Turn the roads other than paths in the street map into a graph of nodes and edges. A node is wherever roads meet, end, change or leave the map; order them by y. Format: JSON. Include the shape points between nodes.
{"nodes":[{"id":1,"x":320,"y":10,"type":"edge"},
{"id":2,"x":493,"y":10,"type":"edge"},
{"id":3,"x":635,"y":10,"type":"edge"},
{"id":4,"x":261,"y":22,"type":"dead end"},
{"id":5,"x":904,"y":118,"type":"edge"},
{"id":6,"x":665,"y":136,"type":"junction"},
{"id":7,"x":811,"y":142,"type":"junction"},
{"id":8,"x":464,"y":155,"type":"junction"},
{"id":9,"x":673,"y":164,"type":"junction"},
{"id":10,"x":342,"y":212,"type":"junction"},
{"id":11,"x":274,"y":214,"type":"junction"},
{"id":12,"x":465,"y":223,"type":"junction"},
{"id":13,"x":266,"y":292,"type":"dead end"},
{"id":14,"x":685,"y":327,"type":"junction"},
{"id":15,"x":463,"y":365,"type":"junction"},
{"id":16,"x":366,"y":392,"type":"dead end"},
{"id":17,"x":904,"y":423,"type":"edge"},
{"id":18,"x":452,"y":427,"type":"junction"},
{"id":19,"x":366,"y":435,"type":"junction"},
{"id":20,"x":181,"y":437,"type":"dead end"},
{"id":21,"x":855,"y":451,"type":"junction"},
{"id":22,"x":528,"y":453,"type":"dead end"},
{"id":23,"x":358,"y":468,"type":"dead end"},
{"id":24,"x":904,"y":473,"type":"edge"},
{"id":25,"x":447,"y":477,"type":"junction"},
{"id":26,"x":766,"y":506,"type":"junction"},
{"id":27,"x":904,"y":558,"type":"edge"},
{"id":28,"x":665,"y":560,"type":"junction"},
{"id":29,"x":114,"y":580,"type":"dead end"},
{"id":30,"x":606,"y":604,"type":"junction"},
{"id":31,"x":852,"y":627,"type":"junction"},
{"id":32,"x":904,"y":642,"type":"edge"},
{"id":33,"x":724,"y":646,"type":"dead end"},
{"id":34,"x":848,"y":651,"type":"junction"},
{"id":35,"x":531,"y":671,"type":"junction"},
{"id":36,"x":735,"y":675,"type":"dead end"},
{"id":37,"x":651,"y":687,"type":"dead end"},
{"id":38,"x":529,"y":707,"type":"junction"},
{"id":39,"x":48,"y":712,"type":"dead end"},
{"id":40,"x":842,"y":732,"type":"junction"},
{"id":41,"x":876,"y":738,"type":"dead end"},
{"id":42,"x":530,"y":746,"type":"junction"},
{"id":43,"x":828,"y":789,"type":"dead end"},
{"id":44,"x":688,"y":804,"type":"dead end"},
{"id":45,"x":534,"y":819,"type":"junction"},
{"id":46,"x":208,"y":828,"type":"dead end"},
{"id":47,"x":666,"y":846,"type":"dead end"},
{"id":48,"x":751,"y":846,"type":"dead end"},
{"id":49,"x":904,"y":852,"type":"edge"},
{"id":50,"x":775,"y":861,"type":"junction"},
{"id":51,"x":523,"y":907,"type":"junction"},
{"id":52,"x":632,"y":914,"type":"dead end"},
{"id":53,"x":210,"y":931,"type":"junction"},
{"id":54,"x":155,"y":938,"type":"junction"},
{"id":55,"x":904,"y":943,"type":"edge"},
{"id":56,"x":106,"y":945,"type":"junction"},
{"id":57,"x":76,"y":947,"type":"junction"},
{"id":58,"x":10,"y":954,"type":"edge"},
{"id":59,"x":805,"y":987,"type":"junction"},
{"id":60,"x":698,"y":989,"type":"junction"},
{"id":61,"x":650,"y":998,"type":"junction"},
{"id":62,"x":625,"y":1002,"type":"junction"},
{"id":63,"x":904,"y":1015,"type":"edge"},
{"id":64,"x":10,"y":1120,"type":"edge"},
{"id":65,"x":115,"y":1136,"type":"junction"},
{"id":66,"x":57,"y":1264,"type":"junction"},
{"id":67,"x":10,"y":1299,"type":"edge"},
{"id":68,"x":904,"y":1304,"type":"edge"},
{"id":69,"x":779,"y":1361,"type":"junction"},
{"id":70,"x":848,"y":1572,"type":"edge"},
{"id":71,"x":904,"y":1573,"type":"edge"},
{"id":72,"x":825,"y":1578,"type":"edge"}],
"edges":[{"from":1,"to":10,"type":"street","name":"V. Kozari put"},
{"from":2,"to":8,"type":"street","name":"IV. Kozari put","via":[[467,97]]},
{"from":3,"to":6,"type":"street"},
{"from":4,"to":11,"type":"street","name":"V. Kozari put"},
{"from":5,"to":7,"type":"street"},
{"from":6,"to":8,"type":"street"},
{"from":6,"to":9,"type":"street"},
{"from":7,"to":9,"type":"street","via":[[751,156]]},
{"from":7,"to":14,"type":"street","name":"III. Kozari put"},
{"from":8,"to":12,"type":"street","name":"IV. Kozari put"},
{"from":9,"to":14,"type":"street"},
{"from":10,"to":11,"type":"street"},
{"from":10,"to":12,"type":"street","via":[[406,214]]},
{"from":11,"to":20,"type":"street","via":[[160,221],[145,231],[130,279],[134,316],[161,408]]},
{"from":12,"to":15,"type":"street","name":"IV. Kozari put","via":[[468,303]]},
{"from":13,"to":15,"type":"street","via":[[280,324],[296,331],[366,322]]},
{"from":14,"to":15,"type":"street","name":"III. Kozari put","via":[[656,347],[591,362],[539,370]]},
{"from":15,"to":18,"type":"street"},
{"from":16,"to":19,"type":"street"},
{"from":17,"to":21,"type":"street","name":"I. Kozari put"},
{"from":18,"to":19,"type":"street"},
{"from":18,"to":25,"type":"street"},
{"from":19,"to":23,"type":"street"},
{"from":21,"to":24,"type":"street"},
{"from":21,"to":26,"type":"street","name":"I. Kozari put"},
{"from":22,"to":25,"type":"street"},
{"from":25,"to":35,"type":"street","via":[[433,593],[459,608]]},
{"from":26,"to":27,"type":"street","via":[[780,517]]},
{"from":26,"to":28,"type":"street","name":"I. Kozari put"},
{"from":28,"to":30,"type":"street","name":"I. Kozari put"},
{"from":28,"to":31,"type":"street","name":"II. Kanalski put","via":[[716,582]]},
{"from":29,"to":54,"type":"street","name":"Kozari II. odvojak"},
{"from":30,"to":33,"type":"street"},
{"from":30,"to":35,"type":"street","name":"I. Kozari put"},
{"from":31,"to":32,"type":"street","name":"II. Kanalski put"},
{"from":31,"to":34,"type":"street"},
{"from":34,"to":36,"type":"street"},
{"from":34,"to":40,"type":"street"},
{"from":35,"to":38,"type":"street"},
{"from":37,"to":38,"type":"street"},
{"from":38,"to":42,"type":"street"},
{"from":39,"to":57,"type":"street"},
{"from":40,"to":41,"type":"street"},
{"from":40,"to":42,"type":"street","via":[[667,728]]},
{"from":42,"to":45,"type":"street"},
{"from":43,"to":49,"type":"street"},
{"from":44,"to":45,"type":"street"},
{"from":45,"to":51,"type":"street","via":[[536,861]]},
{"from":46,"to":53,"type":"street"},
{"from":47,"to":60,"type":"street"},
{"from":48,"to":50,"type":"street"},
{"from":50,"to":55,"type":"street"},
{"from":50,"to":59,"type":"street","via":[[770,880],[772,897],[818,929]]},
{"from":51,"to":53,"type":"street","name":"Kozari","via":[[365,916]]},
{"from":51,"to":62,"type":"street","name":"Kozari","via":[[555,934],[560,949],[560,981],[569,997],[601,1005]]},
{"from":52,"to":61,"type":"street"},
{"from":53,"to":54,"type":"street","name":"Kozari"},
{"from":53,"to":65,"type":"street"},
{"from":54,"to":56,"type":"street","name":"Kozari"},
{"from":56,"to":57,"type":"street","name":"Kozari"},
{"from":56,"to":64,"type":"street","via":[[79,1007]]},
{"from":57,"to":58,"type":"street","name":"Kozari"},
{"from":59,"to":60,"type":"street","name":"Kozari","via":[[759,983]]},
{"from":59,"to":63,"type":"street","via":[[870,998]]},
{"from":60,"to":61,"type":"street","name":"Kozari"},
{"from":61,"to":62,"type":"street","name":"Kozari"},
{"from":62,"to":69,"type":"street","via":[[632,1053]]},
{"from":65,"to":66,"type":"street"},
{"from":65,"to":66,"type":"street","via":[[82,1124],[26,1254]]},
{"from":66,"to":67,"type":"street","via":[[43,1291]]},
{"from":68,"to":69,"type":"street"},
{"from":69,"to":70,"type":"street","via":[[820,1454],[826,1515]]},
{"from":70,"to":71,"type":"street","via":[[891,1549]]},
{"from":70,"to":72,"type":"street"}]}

----

What you should do => Report how many lines in these entries contain "Kanalski". Answer with the number only.

Response for this exercise => 2